¹H 7 T magnetic resonance spectroscopy (MRS) spectrum (STEAM (STimulated Echo Acquisition Mode) sequence: echo time/mixing time/repetition time (TE/TM/TR)=15/17/3,000 milliseconds, BW 4,000 Hz, 4,096 points, NSA 32) obtained from a 2 × 2 × 2 cm³ volume in the visual cortex (uppermost spectrum), LCModel fit (second spectrum from top) in the range 0.2 to 4.2 p.p.m. and residual (third spectrum from top). The LCModel basis components, macromolecule, and baseline contributions to the fit are shown in the lower traces. Asp, aspartate; GABA, γ-aminobutyric acid; Gln, glutamine; Glu, glutamate; Gly, glycine; GPC, glycerophosphorylcholine; GSH, glutathione; Lac, lactate; NAA, N-acetylaspartate; NAAG, N-acetylaspartylglutamate; PCr, phosphocreatine; PE, phosphorylethanolamine; scyllo-Ins, scyllo-inositol.

Figure 3

(A) LCModel quantification of metabolite levels for the single visual stimulation paradigm during rest (6.6 minutes), stimulation (13.2 minutes), and recovery (19.8 minutes). (B) For the metabolites showing significant change on stimulation, the data have been further analyzed in blocks of 6.6 minutes duration: rest, stimulation, recovery, 1, 2, and 3 blocks, respectively. All data (mean±s.d.) are shown for metabolites for which the CRLB were lower than specified limits (N=9 for all metabolites except N (alanine (Ala))=5, N (sI, lactate (Lac), N-acetylaspartylglutamate (NAAG), glucose (Glc))=6, N (Phosphorylethanolamine (PE))=7). Asp, aspartate; GABA, γ-aminobutyric acid; Gln, glutamine; Glu, glutamate; Gly, glycine; GSH, glutathione; NAA, N-acetylaspartate; PCr, phosphocreatine; scyllo-Ins, scyllo-inositol; tCr, total Cr.

Figure 4

(A) LCModel quantification of metabolite levels for the repeated (double) visual stimulation paradigm, comparing rest (two 9.9-minute periods) and stimulation (two 9.9-minute periods). (B) Data for individual rest and stimulation blocks for metabolites demonstrating significant change on activation. All data (mean±s.d.) are shown for metabolites for which the CRLB were lower than specified limits (N=8 for all metabolites except N (alanine (Ala))=5, N (sI, phosphorylethanolamine (PE))=7, N (lactate (Lac))=6, N (glucose (Glc))=4). Asp, aspartate; GABA, γ-aminobutyric acid; Gln, glutamine; Glu, glutamate; Gly, glycine; GSH, glutathione; NAA, N-acetylaspartate; NAAG, N-acetylaspartylglutamate; PCr, phosphocreatine; scyllo-Ins, scyllo-inositol; tCr, total Cr.

Figure 5

Time courses of metabolites during the single (A) and double (B) visual stimulation paradigms.

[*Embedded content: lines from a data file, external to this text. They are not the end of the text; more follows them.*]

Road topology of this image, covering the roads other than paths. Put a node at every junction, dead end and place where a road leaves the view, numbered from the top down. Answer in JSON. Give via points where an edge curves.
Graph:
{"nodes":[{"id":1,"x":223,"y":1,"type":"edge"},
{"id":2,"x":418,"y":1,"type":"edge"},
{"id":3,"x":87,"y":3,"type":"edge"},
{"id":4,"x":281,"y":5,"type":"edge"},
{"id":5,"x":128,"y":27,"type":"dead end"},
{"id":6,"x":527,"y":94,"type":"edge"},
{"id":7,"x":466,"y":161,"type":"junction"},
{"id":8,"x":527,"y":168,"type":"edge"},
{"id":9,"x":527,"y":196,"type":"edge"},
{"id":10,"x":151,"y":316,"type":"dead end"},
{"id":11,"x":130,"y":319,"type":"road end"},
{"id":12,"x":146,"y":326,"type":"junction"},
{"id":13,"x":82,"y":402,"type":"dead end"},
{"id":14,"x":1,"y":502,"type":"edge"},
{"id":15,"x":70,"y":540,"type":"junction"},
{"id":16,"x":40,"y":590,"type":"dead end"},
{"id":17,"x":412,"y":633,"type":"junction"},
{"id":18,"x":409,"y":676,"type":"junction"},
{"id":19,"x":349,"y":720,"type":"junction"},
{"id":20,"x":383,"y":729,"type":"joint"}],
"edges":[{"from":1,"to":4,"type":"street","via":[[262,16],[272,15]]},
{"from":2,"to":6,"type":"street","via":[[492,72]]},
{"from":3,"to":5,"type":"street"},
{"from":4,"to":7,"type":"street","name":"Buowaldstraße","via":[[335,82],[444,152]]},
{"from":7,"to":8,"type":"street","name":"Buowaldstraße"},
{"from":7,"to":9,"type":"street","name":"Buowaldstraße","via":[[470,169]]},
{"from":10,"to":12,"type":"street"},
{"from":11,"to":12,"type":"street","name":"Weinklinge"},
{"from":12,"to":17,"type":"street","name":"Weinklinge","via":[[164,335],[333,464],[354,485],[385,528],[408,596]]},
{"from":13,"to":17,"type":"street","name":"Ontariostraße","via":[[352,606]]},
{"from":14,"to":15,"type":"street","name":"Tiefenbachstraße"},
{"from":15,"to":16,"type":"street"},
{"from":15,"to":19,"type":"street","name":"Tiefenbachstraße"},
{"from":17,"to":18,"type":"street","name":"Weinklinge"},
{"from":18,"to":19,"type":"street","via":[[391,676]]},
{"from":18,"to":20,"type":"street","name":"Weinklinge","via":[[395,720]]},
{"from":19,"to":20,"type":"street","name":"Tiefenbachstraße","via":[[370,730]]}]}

Concentration changes are expressed as a percentage relative to the average concentration during the first rest period, temporal resolution is 99 seconds. Data are mean±s.e.m. (with the number of subjects included in each time course the same as in Figures 3 and 4 for the single and double stimulus, respectively). The shaded areas show the periods of visual stimulation. Asp, aspartate; GABA, γ-aminobutyric acid; Glc, glucose; Gln, glutamine; Glu, glutamate; Gly, glycine; GSH, glutathione; Lac, lactate.